Layer 1: Listener guard

File: agent_data/pg_vector_listener.py (host SSOT /opt/incomex/docker/agent-data-repo/, copied into container; container restart required because the PG LISTEN thread is daemonized and has no hot-reload path).

In _handle_notification, INSERT/UPDATE branch — before upsert:

  • if PG row missing → call store.delete_document (orphan-cleanup) and return
  • if deleted_at IS NOT NULL OR vector_status == 'deleted' → call store.delete_document and return
  • otherwise → existing empty/short body skip + upsert (unchanged)

Empty/short body filter preserved.

Layer 2: Trigger semantic DELETE

Object: public.fn_kb_notify_vector_sync (PG, db incomex_metadata, applied as role workflow_admin).

For UPDATE:

  • if OLD.data->>'deleted_at' IS NULL AND NEW.data->>'deleted_at' IS NOT NULL → emit pg_notify('kb_vector_sync', {op:'DELETE',...}) and RETURN NEW
  • if NEW.data->>'deleted_at' IS NOT NULL (already deleted, any further UPDATE) → suppress notify entirely (defense-in-depth)

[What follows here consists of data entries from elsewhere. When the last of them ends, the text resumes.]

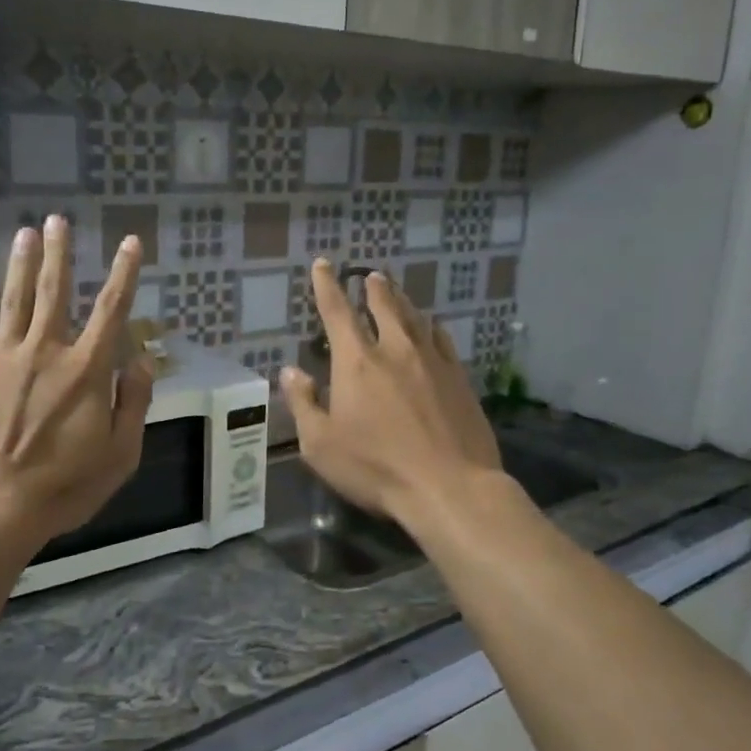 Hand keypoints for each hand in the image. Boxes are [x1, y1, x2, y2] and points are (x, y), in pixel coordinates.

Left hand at [0, 216, 153, 551]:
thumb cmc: (64, 486)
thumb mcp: (120, 454)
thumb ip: (134, 404)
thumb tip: (142, 362)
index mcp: (87, 371)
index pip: (112, 311)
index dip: (124, 274)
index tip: (130, 242)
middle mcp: (46, 352)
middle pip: (55, 292)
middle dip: (59, 254)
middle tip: (58, 220)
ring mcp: (4, 359)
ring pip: (15, 301)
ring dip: (21, 264)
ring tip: (25, 232)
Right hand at [280, 259, 500, 531]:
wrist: (449, 486)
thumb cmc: (375, 468)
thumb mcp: (320, 445)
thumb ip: (303, 404)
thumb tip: (290, 372)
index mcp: (356, 362)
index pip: (337, 311)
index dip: (327, 285)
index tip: (324, 264)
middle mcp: (395, 350)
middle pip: (383, 305)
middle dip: (373, 287)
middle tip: (370, 274)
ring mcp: (432, 361)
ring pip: (416, 317)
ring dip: (402, 301)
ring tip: (396, 291)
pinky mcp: (459, 378)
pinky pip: (443, 340)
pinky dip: (432, 327)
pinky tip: (433, 327) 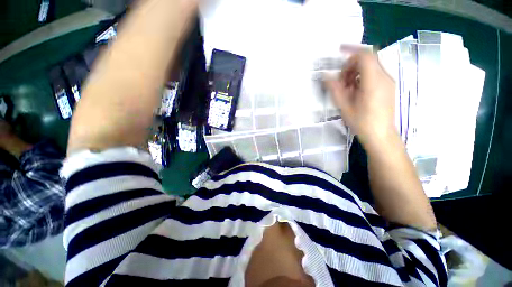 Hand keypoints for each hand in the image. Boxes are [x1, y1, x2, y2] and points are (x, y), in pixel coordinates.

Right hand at [325, 46, 396, 147]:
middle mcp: (384, 77)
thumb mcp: (344, 106)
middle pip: (367, 60)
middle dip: (350, 66)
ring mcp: (387, 82)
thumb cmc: (362, 122)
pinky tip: (355, 91)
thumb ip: (335, 89)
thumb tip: (326, 76)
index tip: (338, 52)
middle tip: (340, 82)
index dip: (351, 50)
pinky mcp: (387, 87)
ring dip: (355, 73)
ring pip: (370, 67)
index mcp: (373, 81)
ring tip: (346, 89)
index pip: (364, 56)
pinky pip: (373, 75)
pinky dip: (362, 78)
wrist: (380, 135) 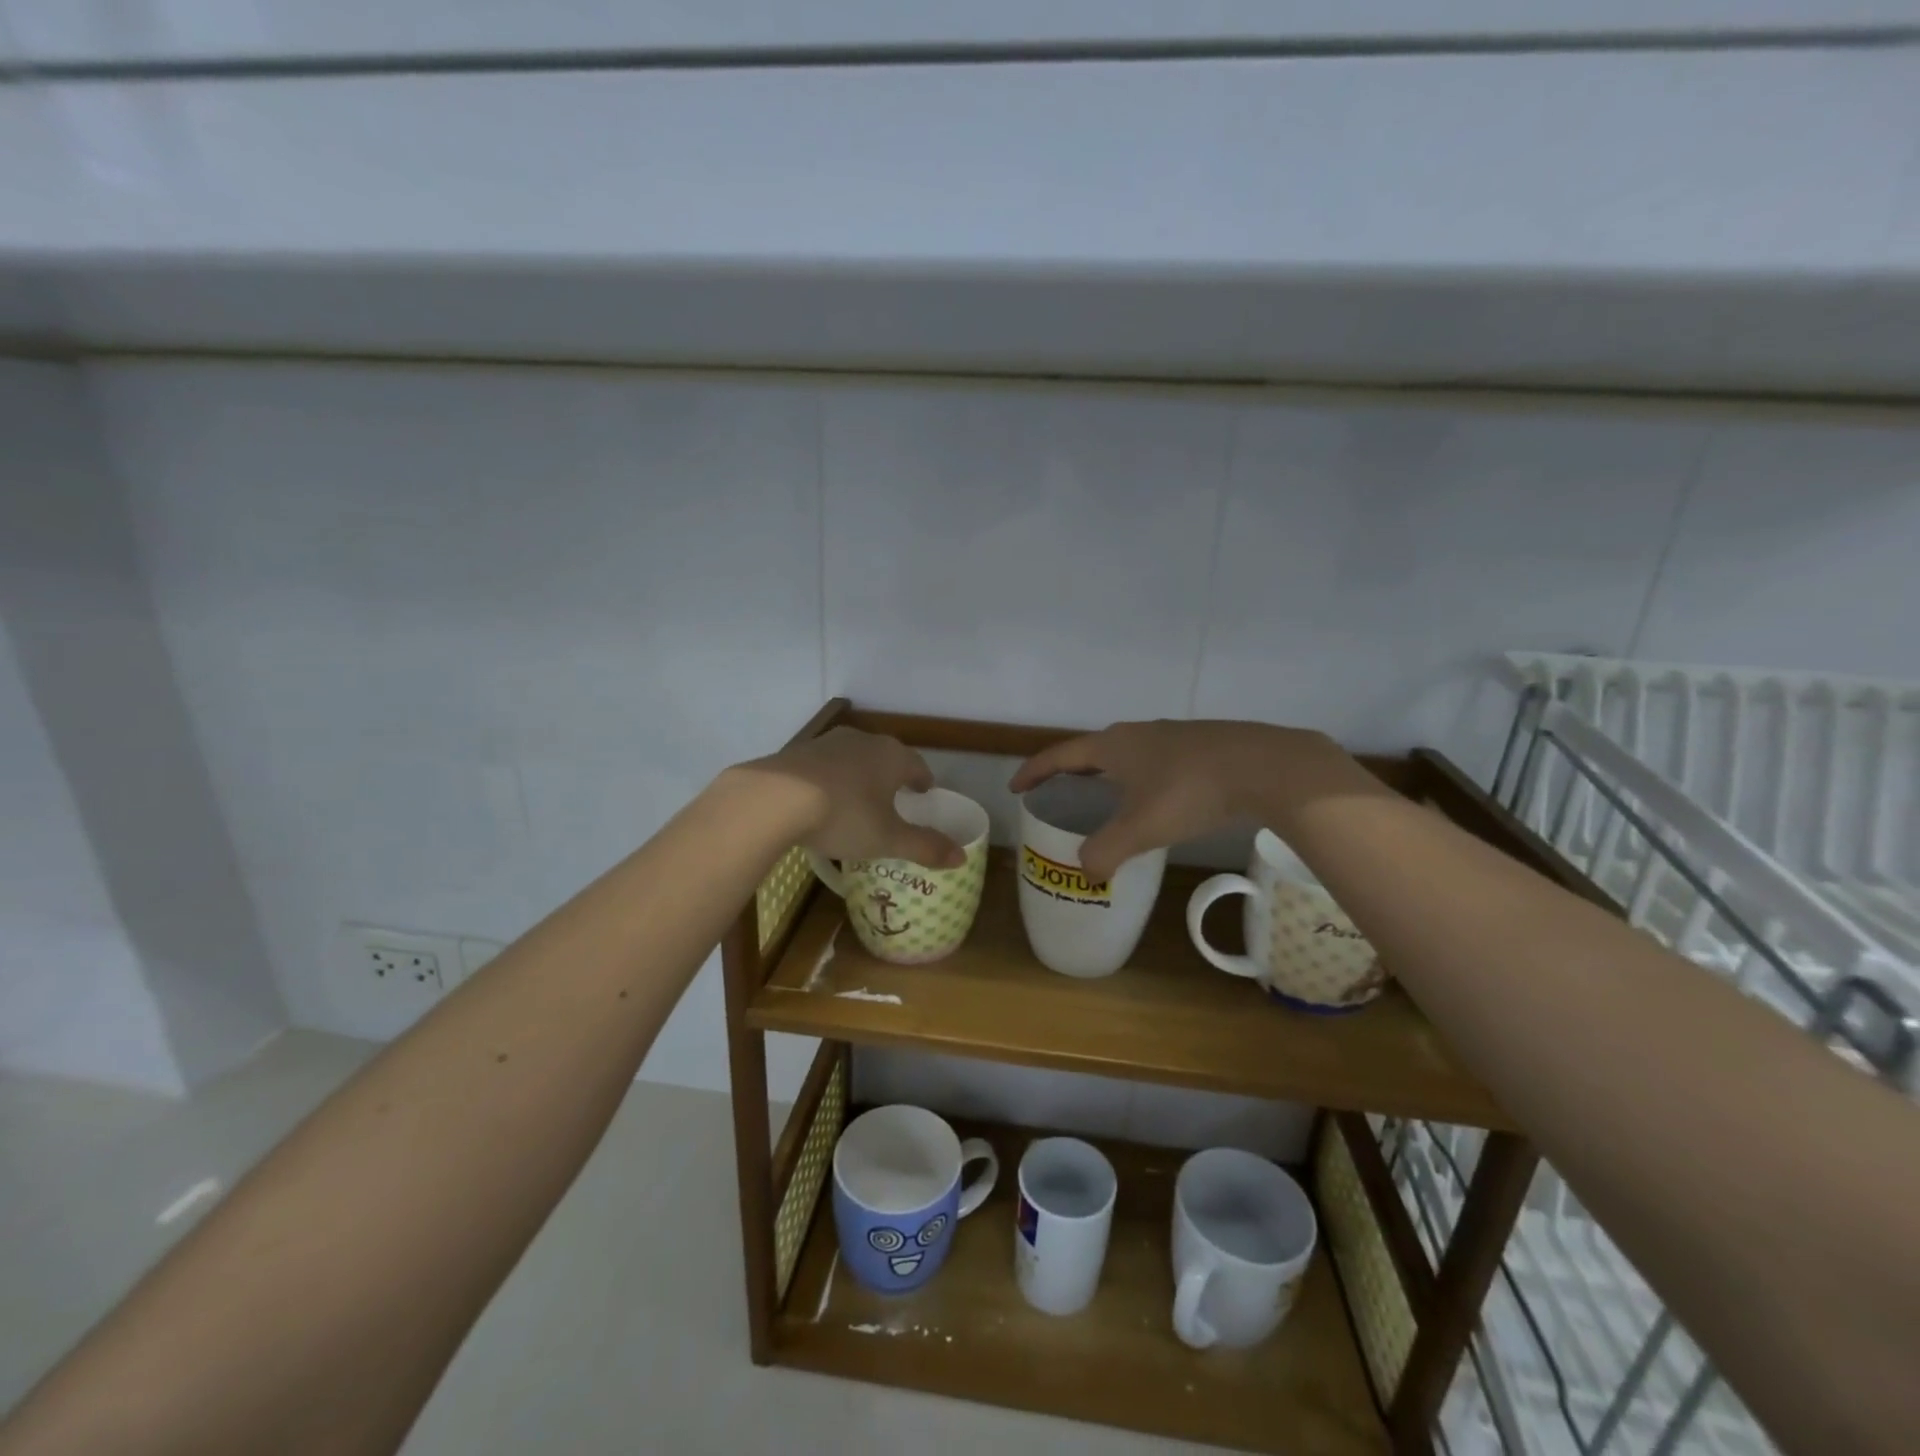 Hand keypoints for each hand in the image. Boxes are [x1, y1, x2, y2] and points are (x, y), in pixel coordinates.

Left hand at [748, 727, 964, 868]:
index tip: (925, 792)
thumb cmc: (844, 816)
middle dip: (892, 775)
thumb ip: (925, 847)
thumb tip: (962, 858)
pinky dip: (830, 778)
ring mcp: (827, 743)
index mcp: (892, 757)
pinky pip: (824, 765)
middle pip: (886, 756)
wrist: (773, 798)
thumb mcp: (888, 839)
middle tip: (895, 795)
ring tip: (858, 797)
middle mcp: (863, 741)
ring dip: (859, 774)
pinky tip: (821, 797)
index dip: (923, 780)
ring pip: (853, 757)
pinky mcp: (797, 752)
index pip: (917, 765)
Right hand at [1008, 719, 1360, 881]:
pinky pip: (1157, 761)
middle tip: (1061, 795)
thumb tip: (1086, 873)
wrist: (1266, 766)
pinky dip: (1143, 778)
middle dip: (1072, 773)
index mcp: (1113, 746)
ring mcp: (1172, 735)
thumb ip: (1106, 852)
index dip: (1035, 772)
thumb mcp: (1140, 828)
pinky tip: (1160, 799)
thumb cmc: (1190, 791)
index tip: (1017, 787)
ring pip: (1129, 755)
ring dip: (1111, 775)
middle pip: (1093, 751)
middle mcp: (1137, 733)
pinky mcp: (1202, 744)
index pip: (1060, 756)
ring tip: (1109, 799)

All existing skip filters preserved: comments, registries, empty key, empty/short body.

Layer 3: API path review

With Layer 1 (listener never resurrects soft-deleted) AND Layer 2 (trigger never emits resurrection notify in the first place), the API delete path is safe. Existing order (Qdrant delete → PG soft-delete) is retained — Layer 2 means the emitted notify is a no-op DELETE; Layer 1 means even a stale UPDATE notify would delete rather than upsert.

Files changed

File Change
agent_data/pg_vector_listener.py +23/-1 — guards added
PG function fn_kb_notify_vector_sync replaced via CREATE OR REPLACE FUNCTION

Listener archived: /opt/incomex/backups/ogv-p0-2026-05-03/pg_vector_listener.py.orig Trigger source archived: /opt/incomex/backups/ogv-p0-2026-05-03/fn_kb_notify_vector_sync.orig.sql Git commit (auto-snapshot): 31f5ce7agent_data/pg_vector_listener.py | 24 +++++++++++++++++++++++-

Restart action

Reason: listener is a daemon thread instantiated at process import; no hot-reload mechanism. docker restart incomex-agent-data was required and performed once. App came back healthy in ~2 min (Qdrant probe OK 11512 vectors, PG->Qdrant vector sync listener started).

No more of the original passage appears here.